──────── SUPPLIED RECORDS ────────

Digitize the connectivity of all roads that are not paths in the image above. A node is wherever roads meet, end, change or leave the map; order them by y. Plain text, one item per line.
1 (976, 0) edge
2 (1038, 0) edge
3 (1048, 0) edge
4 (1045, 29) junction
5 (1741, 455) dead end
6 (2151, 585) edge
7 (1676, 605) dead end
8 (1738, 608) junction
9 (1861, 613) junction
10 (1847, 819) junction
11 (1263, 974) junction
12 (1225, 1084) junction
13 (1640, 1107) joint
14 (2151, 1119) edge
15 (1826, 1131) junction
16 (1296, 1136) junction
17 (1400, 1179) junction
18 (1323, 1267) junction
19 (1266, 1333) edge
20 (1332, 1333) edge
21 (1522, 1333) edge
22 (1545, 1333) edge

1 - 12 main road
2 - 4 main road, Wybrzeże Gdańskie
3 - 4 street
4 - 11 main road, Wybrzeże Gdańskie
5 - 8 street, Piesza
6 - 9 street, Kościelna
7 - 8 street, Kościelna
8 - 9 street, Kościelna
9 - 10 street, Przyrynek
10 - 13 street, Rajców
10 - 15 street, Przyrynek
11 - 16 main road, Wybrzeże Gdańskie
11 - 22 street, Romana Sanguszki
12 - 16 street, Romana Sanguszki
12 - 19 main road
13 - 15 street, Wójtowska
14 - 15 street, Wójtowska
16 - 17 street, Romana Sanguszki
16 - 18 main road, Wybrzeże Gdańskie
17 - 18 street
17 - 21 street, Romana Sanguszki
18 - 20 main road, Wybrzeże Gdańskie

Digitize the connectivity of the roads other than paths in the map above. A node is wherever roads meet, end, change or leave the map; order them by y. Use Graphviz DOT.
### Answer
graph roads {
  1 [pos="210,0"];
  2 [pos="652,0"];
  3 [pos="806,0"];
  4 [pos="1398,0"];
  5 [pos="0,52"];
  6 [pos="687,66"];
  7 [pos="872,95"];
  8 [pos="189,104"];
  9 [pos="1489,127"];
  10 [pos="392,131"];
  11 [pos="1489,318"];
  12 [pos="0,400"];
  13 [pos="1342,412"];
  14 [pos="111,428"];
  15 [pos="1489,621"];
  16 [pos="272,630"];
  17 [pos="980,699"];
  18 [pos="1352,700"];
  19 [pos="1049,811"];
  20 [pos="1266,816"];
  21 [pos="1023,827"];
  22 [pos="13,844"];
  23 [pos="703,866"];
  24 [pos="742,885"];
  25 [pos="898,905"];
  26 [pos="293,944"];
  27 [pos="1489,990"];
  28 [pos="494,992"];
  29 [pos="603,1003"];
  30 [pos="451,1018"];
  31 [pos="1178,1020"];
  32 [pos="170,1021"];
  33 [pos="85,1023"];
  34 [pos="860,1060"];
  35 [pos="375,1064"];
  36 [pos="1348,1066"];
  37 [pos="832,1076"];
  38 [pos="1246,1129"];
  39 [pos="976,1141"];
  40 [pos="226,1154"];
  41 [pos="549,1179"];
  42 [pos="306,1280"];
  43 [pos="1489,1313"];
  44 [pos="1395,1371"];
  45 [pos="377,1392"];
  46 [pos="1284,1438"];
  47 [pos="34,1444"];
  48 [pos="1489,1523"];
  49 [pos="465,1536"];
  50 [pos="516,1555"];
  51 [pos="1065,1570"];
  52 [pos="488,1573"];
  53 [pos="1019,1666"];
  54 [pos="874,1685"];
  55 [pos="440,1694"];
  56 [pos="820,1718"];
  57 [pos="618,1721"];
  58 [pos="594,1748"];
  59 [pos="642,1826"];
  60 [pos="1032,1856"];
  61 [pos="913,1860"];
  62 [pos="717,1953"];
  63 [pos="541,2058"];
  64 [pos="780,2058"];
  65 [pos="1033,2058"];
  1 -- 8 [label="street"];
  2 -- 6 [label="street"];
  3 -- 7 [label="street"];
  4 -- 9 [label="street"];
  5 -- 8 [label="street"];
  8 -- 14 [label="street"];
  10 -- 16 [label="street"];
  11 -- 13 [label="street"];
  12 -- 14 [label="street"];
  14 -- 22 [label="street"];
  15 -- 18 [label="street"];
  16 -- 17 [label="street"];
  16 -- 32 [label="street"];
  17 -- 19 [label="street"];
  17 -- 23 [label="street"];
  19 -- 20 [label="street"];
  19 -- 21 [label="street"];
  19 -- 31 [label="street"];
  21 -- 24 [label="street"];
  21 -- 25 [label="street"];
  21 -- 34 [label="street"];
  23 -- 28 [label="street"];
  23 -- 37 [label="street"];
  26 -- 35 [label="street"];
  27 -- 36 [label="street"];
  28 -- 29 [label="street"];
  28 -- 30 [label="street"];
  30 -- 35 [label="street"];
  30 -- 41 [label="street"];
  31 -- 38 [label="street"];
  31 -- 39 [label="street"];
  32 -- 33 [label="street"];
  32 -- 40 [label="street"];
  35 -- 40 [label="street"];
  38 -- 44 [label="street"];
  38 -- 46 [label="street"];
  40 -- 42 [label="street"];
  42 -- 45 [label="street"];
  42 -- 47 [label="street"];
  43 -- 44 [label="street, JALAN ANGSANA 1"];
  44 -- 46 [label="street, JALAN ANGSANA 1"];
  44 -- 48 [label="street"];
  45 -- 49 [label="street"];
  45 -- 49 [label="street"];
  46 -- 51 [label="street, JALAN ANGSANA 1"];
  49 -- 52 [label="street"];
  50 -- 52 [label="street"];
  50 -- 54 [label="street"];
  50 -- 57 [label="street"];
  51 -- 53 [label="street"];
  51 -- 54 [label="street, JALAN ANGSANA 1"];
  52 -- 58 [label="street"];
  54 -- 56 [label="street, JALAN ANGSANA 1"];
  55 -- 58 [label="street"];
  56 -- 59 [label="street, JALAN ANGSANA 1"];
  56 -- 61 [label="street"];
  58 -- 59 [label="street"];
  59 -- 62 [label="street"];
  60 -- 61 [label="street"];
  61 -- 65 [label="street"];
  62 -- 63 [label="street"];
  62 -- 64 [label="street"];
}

────────

▶ [PROBLEM DETAILS]:
Retype each of the preceding records exactly as printed.

▶ [PROBLEM SOLUTION]:
Digitize the connectivity of all roads that are not paths in the image above. A node is wherever roads meet, end, change or leave the map; order them by y. Plain text, one item per line.
1 (976, 0) edge
2 (1038, 0) edge
3 (1048, 0) edge
4 (1045, 29) junction
5 (1741, 455) dead end
6 (2151, 585) edge
7 (1676, 605) dead end
8 (1738, 608) junction
9 (1861, 613) junction
10 (1847, 819) junction
11 (1263, 974) junction
12 (1225, 1084) junction
13 (1640, 1107) joint
14 (2151, 1119) edge
15 (1826, 1131) junction
16 (1296, 1136) junction
17 (1400, 1179) junction
18 (1323, 1267) junction
19 (1266, 1333) edge
20 (1332, 1333) edge
21 (1522, 1333) edge
22 (1545, 1333) edge

1 - 12 main road
2 - 4 main road, Wybrzeże Gdańskie
3 - 4 street
4 - 11 main road, Wybrzeże Gdańskie
5 - 8 street, Piesza
6 - 9 street, Kościelna
7 - 8 street, Kościelna
8 - 9 street, Kościelna
9 - 10 street, Przyrynek
10 - 13 street, Rajców
10 - 15 street, Przyrynek
11 - 16 main road, Wybrzeże Gdańskie
11 - 22 street, Romana Sanguszki
12 - 16 street, Romana Sanguszki
12 - 19 main road
13 - 15 street, Wójtowska
14 - 15 street, Wójtowska
16 - 17 street, Romana Sanguszki
16 - 18 main road, Wybrzeże Gdańskie
17 - 18 street
17 - 21 street, Romana Sanguszki
18 - 20 main road, Wybrzeże Gdańskie

Digitize the connectivity of the roads other than paths in the map above. A node is wherever roads meet, end, change or leave the map; order them by y. Use Graphviz DOT.
### Answer
graph roads {
  1 [pos="210,0"];
  2 [pos="652,0"];
  3 [pos="806,0"];
  4 [pos="1398,0"];
  5 [pos="0,52"];
  6 [pos="687,66"];
  7 [pos="872,95"];
  8 [pos="189,104"];
  9 [pos="1489,127"];
  10 [pos="392,131"];
  11 [pos="1489,318"];
  12 [pos="0,400"];
  13 [pos="1342,412"];
  14 [pos="111,428"];
  15 [pos="1489,621"];
  16 [pos="272,630"];
  17 [pos="980,699"];
  18 [pos="1352,700"];
  19 [pos="1049,811"];
  20 [pos="1266,816"];
  21 [pos="1023,827"];
  22 [pos="13,844"];
  23 [pos="703,866"];
  24 [pos="742,885"];
  25 [pos="898,905"];
  26 [pos="293,944"];
  27 [pos="1489,990"];
  28 [pos="494,992"];
  29 [pos="603,1003"];
  30 [pos="451,1018"];
  31 [pos="1178,1020"];
  32 [pos="170,1021"];
  33 [pos="85,1023"];
  34 [pos="860,1060"];
  35 [pos="375,1064"];
  36 [pos="1348,1066"];
  37 [pos="832,1076"];
  38 [pos="1246,1129"];
  39 [pos="976,1141"];
  40 [pos="226,1154"];
  41 [pos="549,1179"];
  42 [pos="306,1280"];
  43 [pos="1489,1313"];
  44 [pos="1395,1371"];
  45 [pos="377,1392"];
  46 [pos="1284,1438"];
  47 [pos="34,1444"];
  48 [pos="1489,1523"];
  49 [pos="465,1536"];
  50 [pos="516,1555"];
  51 [pos="1065,1570"];
  52 [pos="488,1573"];
  53 [pos="1019,1666"];
  54 [pos="874,1685"];
  55 [pos="440,1694"];
  56 [pos="820,1718"];
  57 [pos="618,1721"];
  58 [pos="594,1748"];
  59 [pos="642,1826"];
  60 [pos="1032,1856"];
  61 [pos="913,1860"];
  62 [pos="717,1953"];
  63 [pos="541,2058"];
  64 [pos="780,2058"];
  65 [pos="1033,2058"];
  1 -- 8 [label="street"];
  2 -- 6 [label="street"];
  3 -- 7 [label="street"];
  4 -- 9 [label="street"];
  5 -- 8 [label="street"];
  8 -- 14 [label="street"];
  10 -- 16 [label="street"];
  11 -- 13 [label="street"];
  12 -- 14 [label="street"];
  14 -- 22 [label="street"];
  15 -- 18 [label="street"];
  16 -- 17 [label="street"];
  16 -- 32 [label="street"];
  17 -- 19 [label="street"];
  17 -- 23 [label="street"];
  19 -- 20 [label="street"];
  19 -- 21 [label="street"];
  19 -- 31 [label="street"];
  21 -- 24 [label="street"];
  21 -- 25 [label="street"];
  21 -- 34 [label="street"];
  23 -- 28 [label="street"];
  23 -- 37 [label="street"];
  26 -- 35 [label="street"];
  27 -- 36 [label="street"];
  28 -- 29 [label="street"];
  28 -- 30 [label="street"];
  30 -- 35 [label="street"];
  30 -- 41 [label="street"];
  31 -- 38 [label="street"];
  31 -- 39 [label="street"];
  32 -- 33 [label="street"];
  32 -- 40 [label="street"];
  35 -- 40 [label="street"];
  38 -- 44 [label="street"];
  38 -- 46 [label="street"];
  40 -- 42 [label="street"];
  42 -- 45 [label="street"];
  42 -- 47 [label="street"];
  43 -- 44 [label="street, JALAN ANGSANA 1"];
  44 -- 46 [label="street, JALAN ANGSANA 1"];
  44 -- 48 [label="street"];
  45 -- 49 [label="street"];
  45 -- 49 [label="street"];
  46 -- 51 [label="street, JALAN ANGSANA 1"];
  49 -- 52 [label="street"];
  50 -- 52 [label="street"];
  50 -- 54 [label="street"];
  50 -- 57 [label="street"];
  51 -- 53 [label="street"];
  51 -- 54 [label="street, JALAN ANGSANA 1"];
  52 -- 58 [label="street"];
  54 -- 56 [label="street, JALAN ANGSANA 1"];
  55 -- 58 [label="street"];
  56 -- 59 [label="street, JALAN ANGSANA 1"];
  56 -- 61 [label="street"];
  58 -- 59 [label="street"];
  59 -- 62 [label="street"];
  60 -- 61 [label="street"];
  61 -- 65 [label="street"];
  62 -- 63 [label="street"];
  62 -- 64 [label="street"];
}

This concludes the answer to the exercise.